А ночью… Когда я, как обычно, дымлю в одиночку на террасе, со стороны палисадника доносится тонкий вскрик и какая-то возня. Перегибаюсь через перила и… наблюдаю голую жопу Маринки. Она, правда, быстро выпрямляется и одергивает чертово платье.
– Ну, блядь, красота… Только не говори, что через окно «вышла»!
Оборачиваясь, кобра зло сверкает глазюками, но удивленной при виде меня явно не выглядит.
– И не скажу!
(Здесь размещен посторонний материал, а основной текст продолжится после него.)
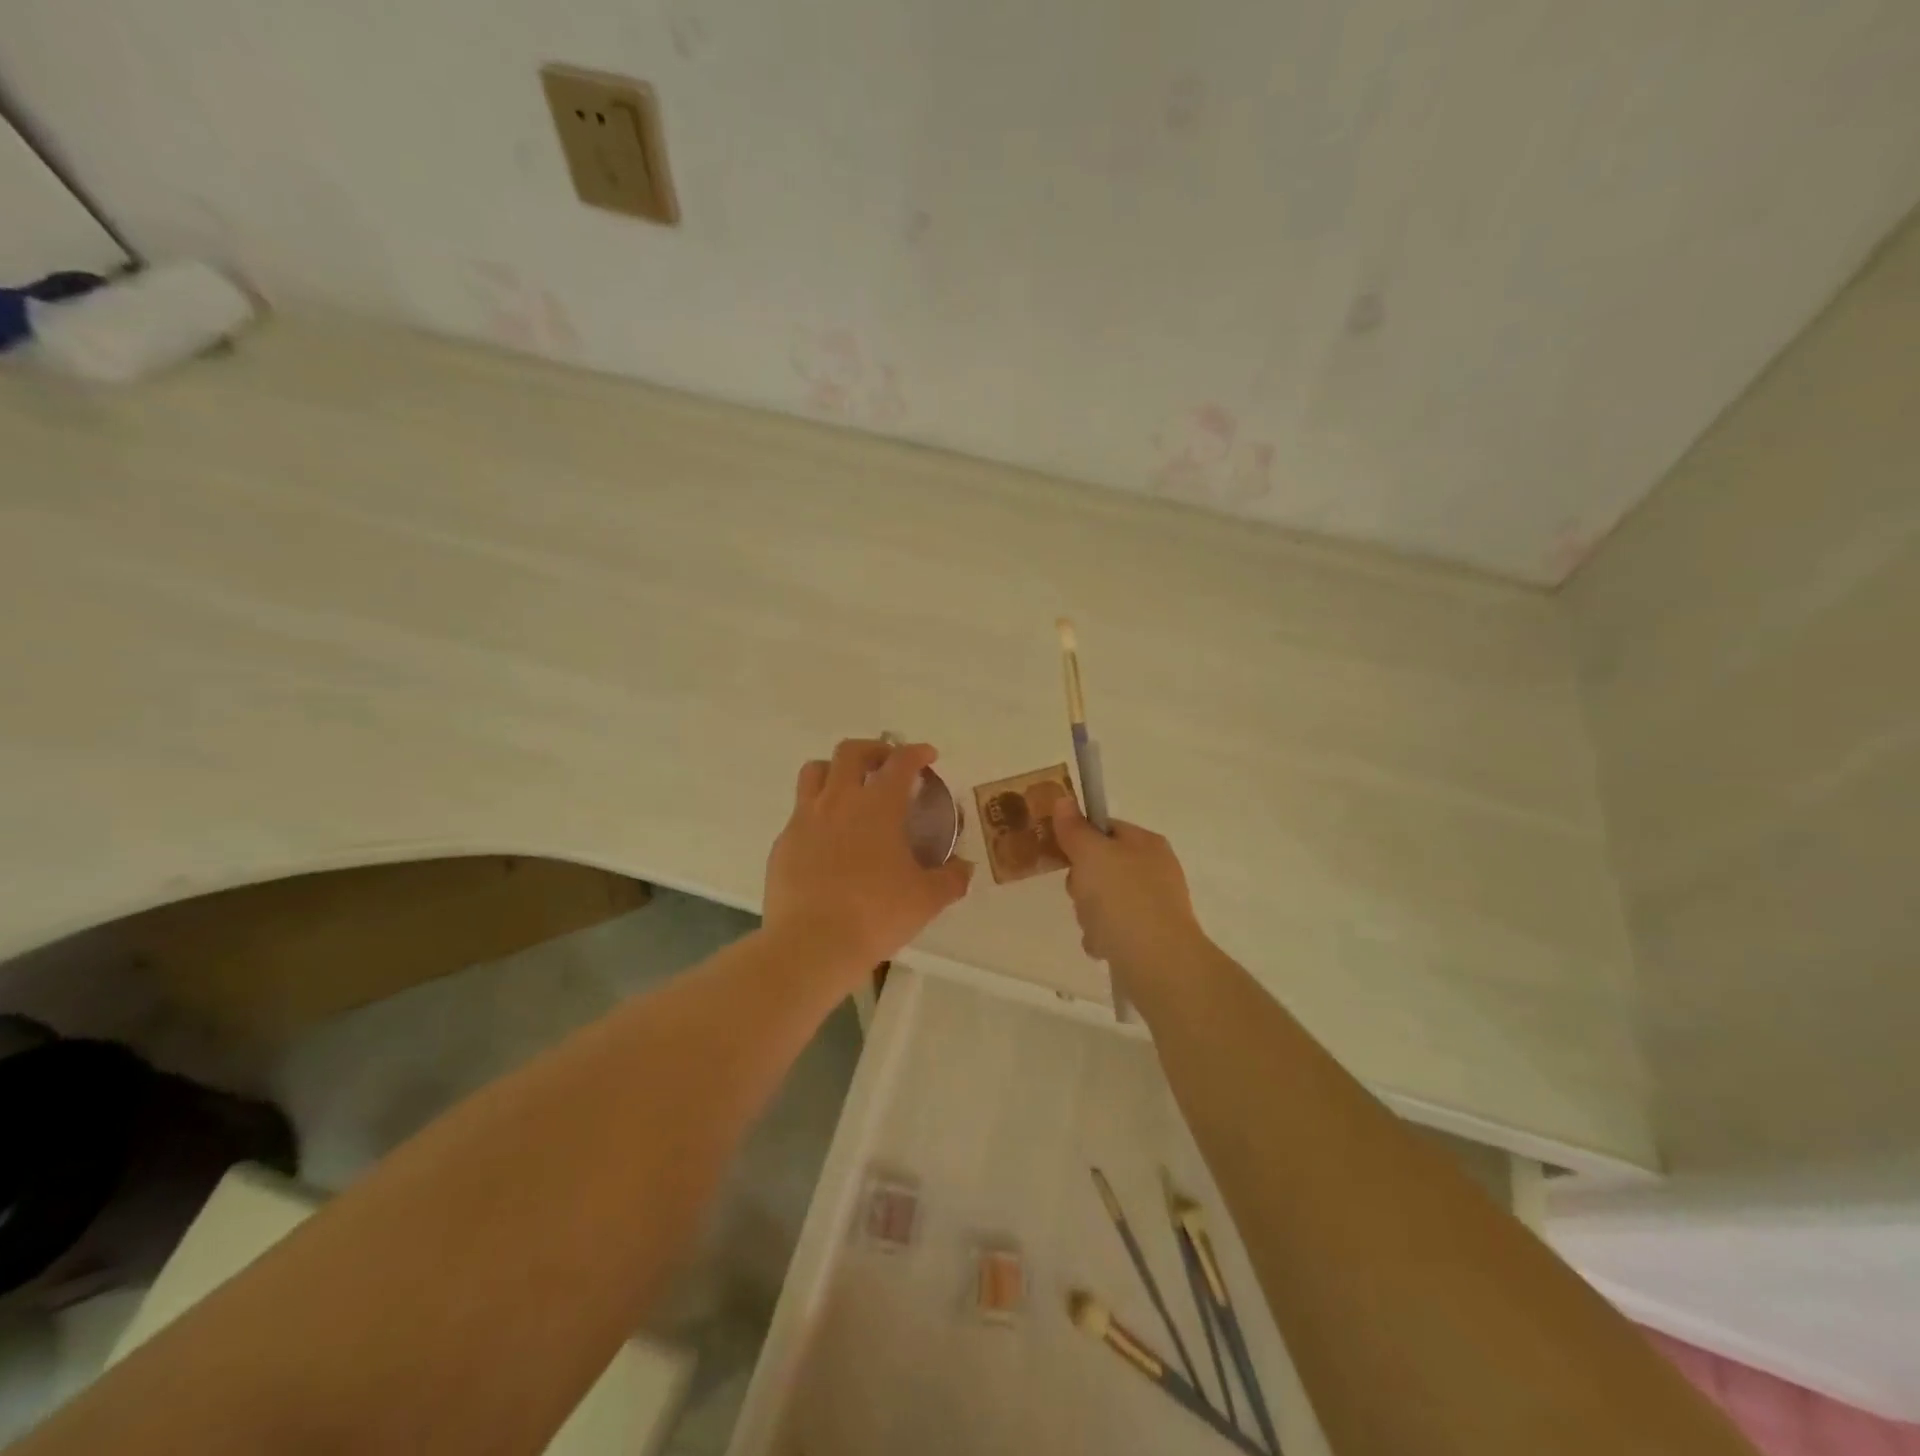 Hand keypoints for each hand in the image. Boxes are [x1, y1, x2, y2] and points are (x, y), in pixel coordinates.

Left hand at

Тебе ничего не скажу! – шипит на своем змеином.
Завораживающе, сука.
– Вообще с головой не дружишь?!
– А тебе-то что?! Нашелся мне тут святой умник!
– Марина, блядь… – выдаю угрожающе и вместе с тем бессильно.
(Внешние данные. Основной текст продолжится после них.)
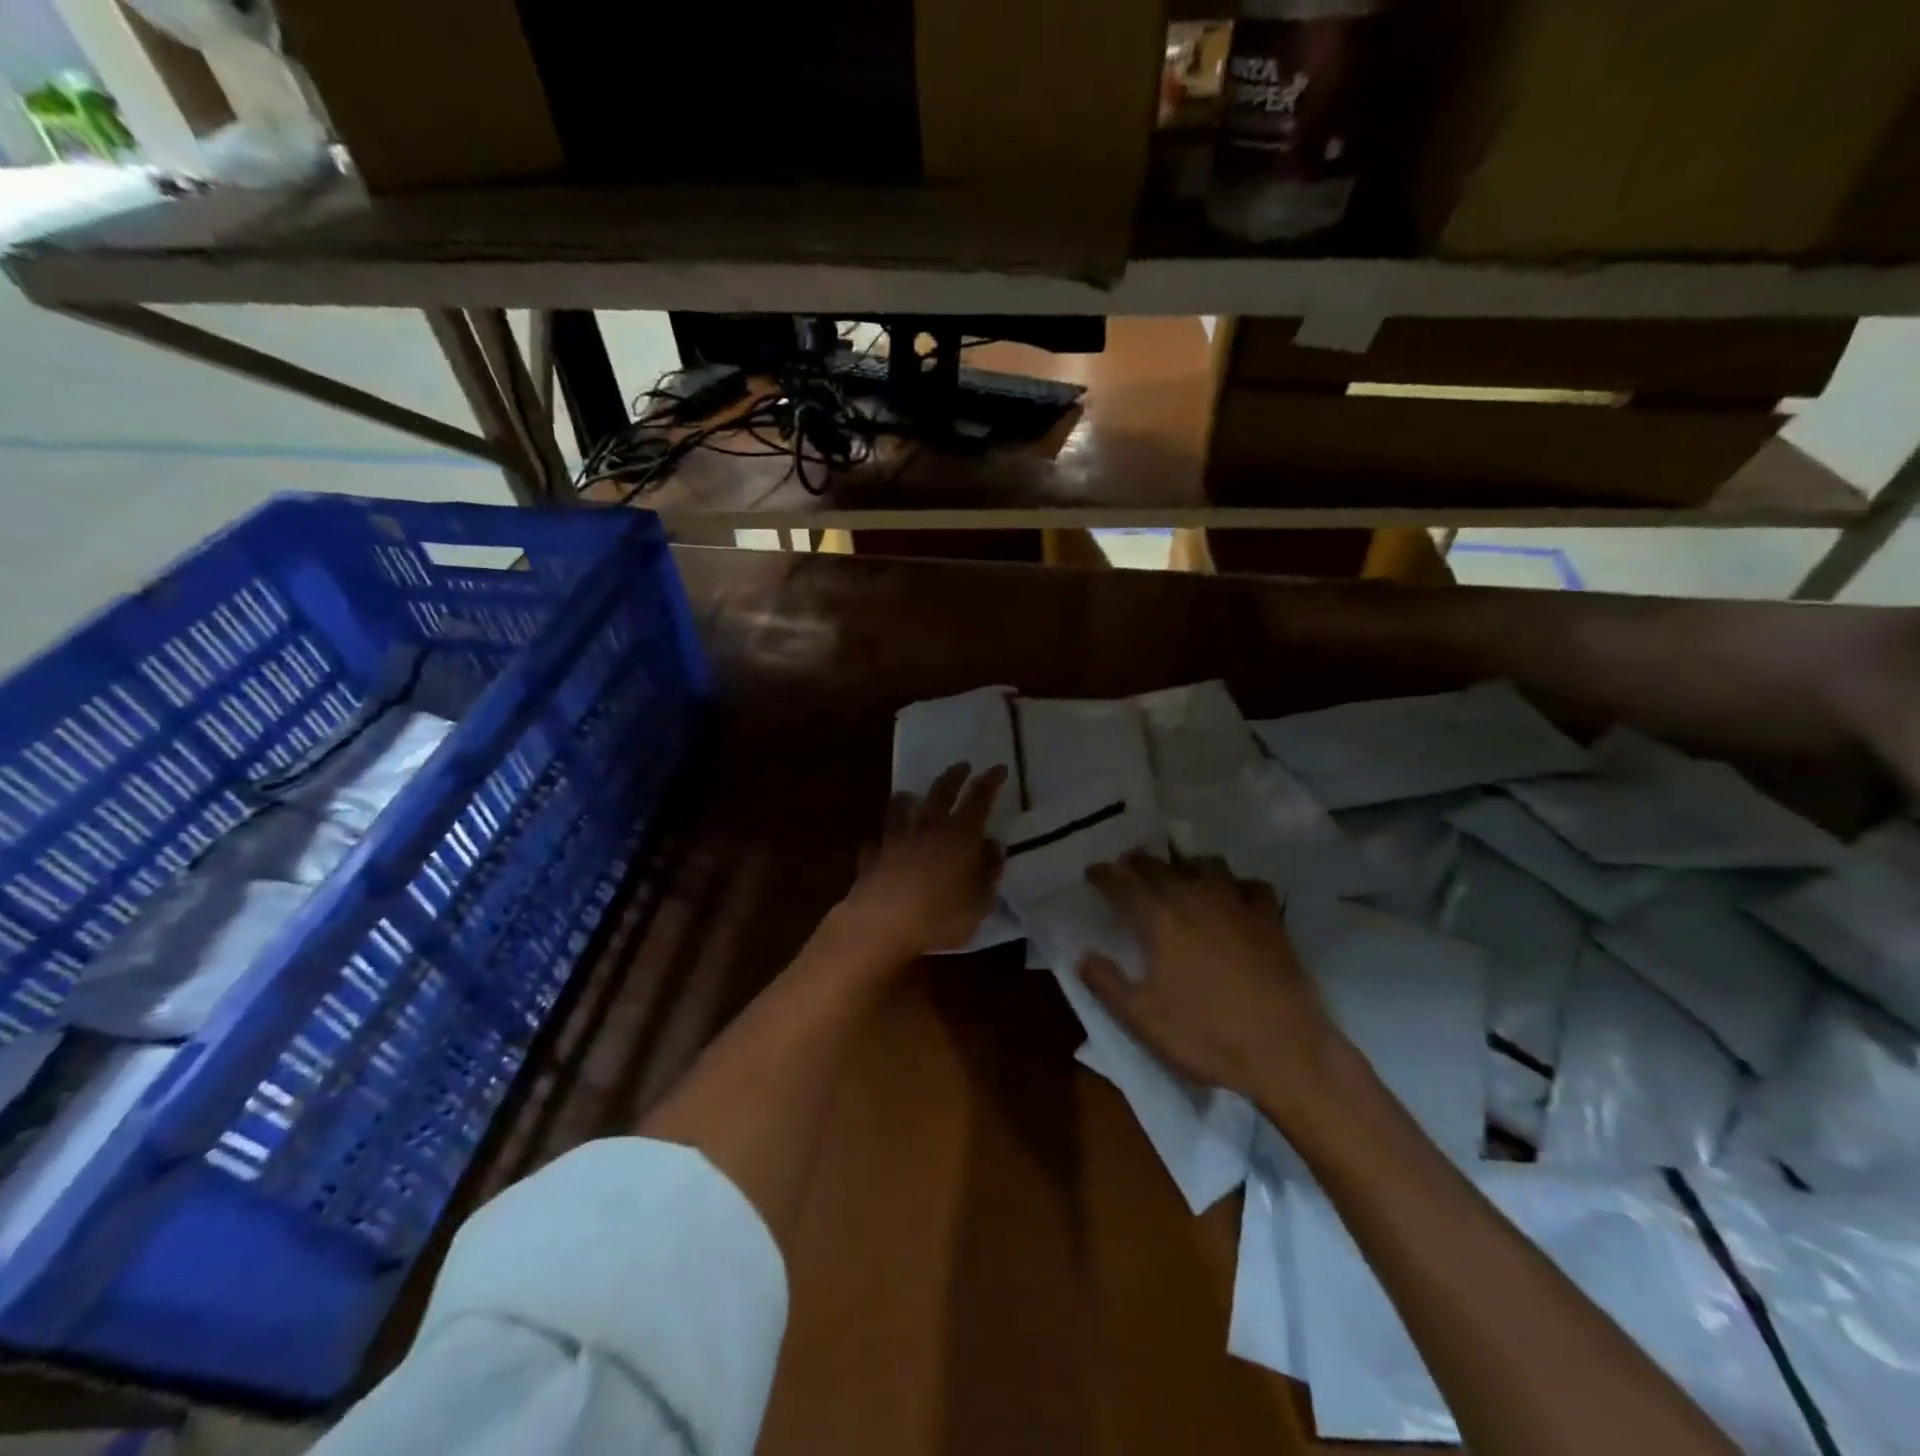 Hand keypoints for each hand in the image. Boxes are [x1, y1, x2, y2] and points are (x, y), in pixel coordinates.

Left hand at [835, 762, 1007, 960]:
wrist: (881, 924)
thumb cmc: (940, 915)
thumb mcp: (980, 901)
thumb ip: (989, 871)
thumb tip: (992, 846)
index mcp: (960, 834)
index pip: (979, 798)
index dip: (990, 781)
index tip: (998, 768)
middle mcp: (928, 827)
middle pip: (941, 792)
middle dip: (954, 776)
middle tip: (962, 765)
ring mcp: (896, 839)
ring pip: (901, 808)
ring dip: (908, 798)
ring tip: (909, 794)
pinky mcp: (872, 856)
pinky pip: (878, 841)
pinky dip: (882, 839)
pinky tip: (881, 843)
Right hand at [1078, 852, 1344, 1109]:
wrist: (1285, 1051)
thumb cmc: (1206, 1036)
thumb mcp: (1143, 1019)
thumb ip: (1107, 984)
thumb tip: (1081, 956)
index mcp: (1159, 921)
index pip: (1122, 885)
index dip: (1104, 875)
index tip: (1092, 871)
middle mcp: (1194, 900)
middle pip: (1160, 867)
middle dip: (1138, 863)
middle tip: (1127, 864)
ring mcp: (1237, 905)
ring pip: (1206, 866)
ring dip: (1185, 865)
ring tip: (1178, 873)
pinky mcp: (1270, 919)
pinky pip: (1250, 885)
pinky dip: (1236, 885)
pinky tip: (1234, 896)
Что я ей сделаю? Не удушу же. И даже не сдам родакам.
И она это прекрасно понимает. Сладко улыбается и манерно закидывает на плечо сумку.
– Чао! – выкатывает вместе с воздушным поцелуем.
Секунд двадцать тупо таращусь на то, как она пилит по дорожке к выходу со двора.
– Твою ж мать… – рычу взбешенно.
И бросаюсь следом.
Нагоняю уже за воротами.
– Куда собралась ночью, в одиночку, в таком виде? – высекаю с жесткими паузами.
– Музыку слышишь? – выдает Маринка в ответ довольно, будто только и ждала, чтобы за ней пошел.
Блядь, конечно, ждала.
Чертова провокаторша!
– Ну? – подыгрываю якобы лениво.
– Тут недалеко курортный клубешник, – щебечет она. – Я иду танцевать. А после… – театральная пауза, за которой всегда следует какой-то особенный треш. Спецвыпуск, вашу мать! – После я собираюсь искупаться в море голышом. Третий пункт! Но тебе ведь неинтересен мой список, так что…
Хватаю ее за руку и, резко тормознув посреди тротуара, грубо разворачиваю к себе. Где-то совсем рядом разрывает глотку чья-то озверевшая псина, раздражающе хрипит из ближайшего ресторана шансон, к коже противно липнут букашки и присасываются комары, но мы не шевелимся.
Ведем бой взглядами.
– Ты, блядь, решила умереть молодой и красивой?
– За «красивую» спасибо, конечно, Шатохин… – шепчет с придыханием. – А вот когда умирать – сама решу.
Невольно на губы ее внимание обращаю. По всем стратегическим точкам резко током пробивает. Ну что, блядь, за ведьма… Целовала этого уебка. Убить ее надо. А лучше его! Его охотнее! Если бы не исчез еще до обеда, точно бы не сдержался.